**Problem description**
The records below are to be quoted in full; please keep every word exact.

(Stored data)
Start of Block

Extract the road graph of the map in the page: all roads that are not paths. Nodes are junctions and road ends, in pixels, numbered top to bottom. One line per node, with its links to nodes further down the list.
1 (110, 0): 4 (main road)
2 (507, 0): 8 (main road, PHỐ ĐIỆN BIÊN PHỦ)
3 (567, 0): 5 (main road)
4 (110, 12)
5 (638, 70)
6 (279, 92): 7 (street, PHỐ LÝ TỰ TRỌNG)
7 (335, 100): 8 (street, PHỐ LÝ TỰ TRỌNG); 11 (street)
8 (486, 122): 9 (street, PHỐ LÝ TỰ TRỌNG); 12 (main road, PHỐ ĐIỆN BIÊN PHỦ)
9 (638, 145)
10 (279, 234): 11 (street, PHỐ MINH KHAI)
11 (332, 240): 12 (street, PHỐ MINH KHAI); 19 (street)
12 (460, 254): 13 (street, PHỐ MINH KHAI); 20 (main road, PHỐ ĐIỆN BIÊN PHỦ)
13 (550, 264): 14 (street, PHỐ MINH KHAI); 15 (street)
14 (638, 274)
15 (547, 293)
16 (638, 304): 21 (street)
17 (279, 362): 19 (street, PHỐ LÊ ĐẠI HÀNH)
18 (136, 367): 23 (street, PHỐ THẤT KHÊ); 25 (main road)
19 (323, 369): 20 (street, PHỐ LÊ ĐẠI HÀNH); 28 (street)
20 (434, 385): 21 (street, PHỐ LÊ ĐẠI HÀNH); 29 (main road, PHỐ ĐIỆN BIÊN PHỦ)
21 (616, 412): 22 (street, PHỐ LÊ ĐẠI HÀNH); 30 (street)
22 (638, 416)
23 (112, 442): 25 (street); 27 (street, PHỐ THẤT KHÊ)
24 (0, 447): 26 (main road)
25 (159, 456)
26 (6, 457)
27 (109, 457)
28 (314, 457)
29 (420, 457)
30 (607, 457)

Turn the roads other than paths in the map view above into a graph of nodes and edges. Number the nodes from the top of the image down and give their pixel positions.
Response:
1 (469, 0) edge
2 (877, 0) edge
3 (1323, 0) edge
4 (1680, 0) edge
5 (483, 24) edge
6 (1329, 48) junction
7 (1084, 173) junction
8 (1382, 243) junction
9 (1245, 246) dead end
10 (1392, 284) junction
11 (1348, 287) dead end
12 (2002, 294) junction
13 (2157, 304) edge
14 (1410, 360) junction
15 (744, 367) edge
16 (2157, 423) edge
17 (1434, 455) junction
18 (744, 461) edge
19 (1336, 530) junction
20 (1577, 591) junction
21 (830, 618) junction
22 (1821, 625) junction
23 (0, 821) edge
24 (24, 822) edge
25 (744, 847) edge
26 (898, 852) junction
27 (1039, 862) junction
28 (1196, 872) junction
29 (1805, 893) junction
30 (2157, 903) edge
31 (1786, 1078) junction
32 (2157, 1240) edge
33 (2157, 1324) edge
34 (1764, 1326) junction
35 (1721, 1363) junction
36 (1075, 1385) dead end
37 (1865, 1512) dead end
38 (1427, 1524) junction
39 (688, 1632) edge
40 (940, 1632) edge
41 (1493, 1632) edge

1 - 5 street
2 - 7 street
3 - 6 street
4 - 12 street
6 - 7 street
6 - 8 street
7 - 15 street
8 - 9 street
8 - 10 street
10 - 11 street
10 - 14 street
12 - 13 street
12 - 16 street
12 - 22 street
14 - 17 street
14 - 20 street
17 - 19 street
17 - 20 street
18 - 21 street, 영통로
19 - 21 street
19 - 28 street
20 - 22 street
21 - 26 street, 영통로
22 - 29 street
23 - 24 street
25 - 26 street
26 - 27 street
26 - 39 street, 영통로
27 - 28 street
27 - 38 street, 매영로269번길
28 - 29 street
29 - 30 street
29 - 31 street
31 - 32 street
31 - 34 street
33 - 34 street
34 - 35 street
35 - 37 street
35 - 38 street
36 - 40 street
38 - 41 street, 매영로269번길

End of Block

**Solution to this exercise**
Extract the road graph of the map in the page: all roads that are not paths. Nodes are junctions and road ends, in pixels, numbered top to bottom. One line per node, with its links to nodes further down the list.
1 (110, 0): 4 (main road)
2 (507, 0): 8 (main road, PHỐ ĐIỆN BIÊN PHỦ)
3 (567, 0): 5 (main road)
4 (110, 12)
5 (638, 70)
6 (279, 92): 7 (street, PHỐ LÝ TỰ TRỌNG)
7 (335, 100): 8 (street, PHỐ LÝ TỰ TRỌNG); 11 (street)
8 (486, 122): 9 (street, PHỐ LÝ TỰ TRỌNG); 12 (main road, PHỐ ĐIỆN BIÊN PHỦ)
9 (638, 145)
10 (279, 234): 11 (street, PHỐ MINH KHAI)
11 (332, 240): 12 (street, PHỐ MINH KHAI); 19 (street)
12 (460, 254): 13 (street, PHỐ MINH KHAI); 20 (main road, PHỐ ĐIỆN BIÊN PHỦ)
13 (550, 264): 14 (street, PHỐ MINH KHAI); 15 (street)
14 (638, 274)
15 (547, 293)
16 (638, 304): 21 (street)
17 (279, 362): 19 (street, PHỐ LÊ ĐẠI HÀNH)
18 (136, 367): 23 (street, PHỐ THẤT KHÊ); 25 (main road)
19 (323, 369): 20 (street, PHỐ LÊ ĐẠI HÀNH); 28 (street)
20 (434, 385): 21 (street, PHỐ LÊ ĐẠI HÀNH); 29 (main road, PHỐ ĐIỆN BIÊN PHỦ)
21 (616, 412): 22 (street, PHỐ LÊ ĐẠI HÀNH); 30 (street)
22 (638, 416)
23 (112, 442): 25 (street); 27 (street, PHỐ THẤT KHÊ)
24 (0, 447): 26 (main road)
25 (159, 456)
26 (6, 457)
27 (109, 457)
28 (314, 457)
29 (420, 457)
30 (607, 457)

Turn the roads other than paths in the map view above into a graph of nodes and edges. Number the nodes from the top of the image down and give their pixel positions.
Response:
1 (469, 0) edge
2 (877, 0) edge
3 (1323, 0) edge
4 (1680, 0) edge
5 (483, 24) edge
6 (1329, 48) junction
7 (1084, 173) junction
8 (1382, 243) junction
9 (1245, 246) dead end
10 (1392, 284) junction
11 (1348, 287) dead end
12 (2002, 294) junction
13 (2157, 304) edge
14 (1410, 360) junction
15 (744, 367) edge
16 (2157, 423) edge
17 (1434, 455) junction
18 (744, 461) edge
19 (1336, 530) junction
20 (1577, 591) junction
21 (830, 618) junction
22 (1821, 625) junction
23 (0, 821) edge
24 (24, 822) edge
25 (744, 847) edge
26 (898, 852) junction
27 (1039, 862) junction
28 (1196, 872) junction
29 (1805, 893) junction
30 (2157, 903) edge
31 (1786, 1078) junction
32 (2157, 1240) edge
33 (2157, 1324) edge
34 (1764, 1326) junction
35 (1721, 1363) junction
36 (1075, 1385) dead end
37 (1865, 1512) dead end
38 (1427, 1524) junction
39 (688, 1632) edge
40 (940, 1632) edge
41 (1493, 1632) edge

1 - 5 street
2 - 7 street
3 - 6 street
4 - 12 street
6 - 7 street
6 - 8 street
7 - 15 street
8 - 9 street
8 - 10 street
10 - 11 street
10 - 14 street
12 - 13 street
12 - 16 street
12 - 22 street
14 - 17 street
14 - 20 street
17 - 19 street
17 - 20 street
18 - 21 street, 영통로
19 - 21 street
19 - 28 street
20 - 22 street
21 - 26 street, 영통로
22 - 29 street
23 - 24 street
25 - 26 street
26 - 27 street
26 - 39 street, 영통로
27 - 28 street
27 - 38 street, 매영로269번길
28 - 29 street
29 - 30 street
29 - 31 street
31 - 32 street
31 - 34 street
33 - 34 street
34 - 35 street
35 - 37 street
35 - 38 street
36 - 40 street
38 - 41 street, 매영로269번길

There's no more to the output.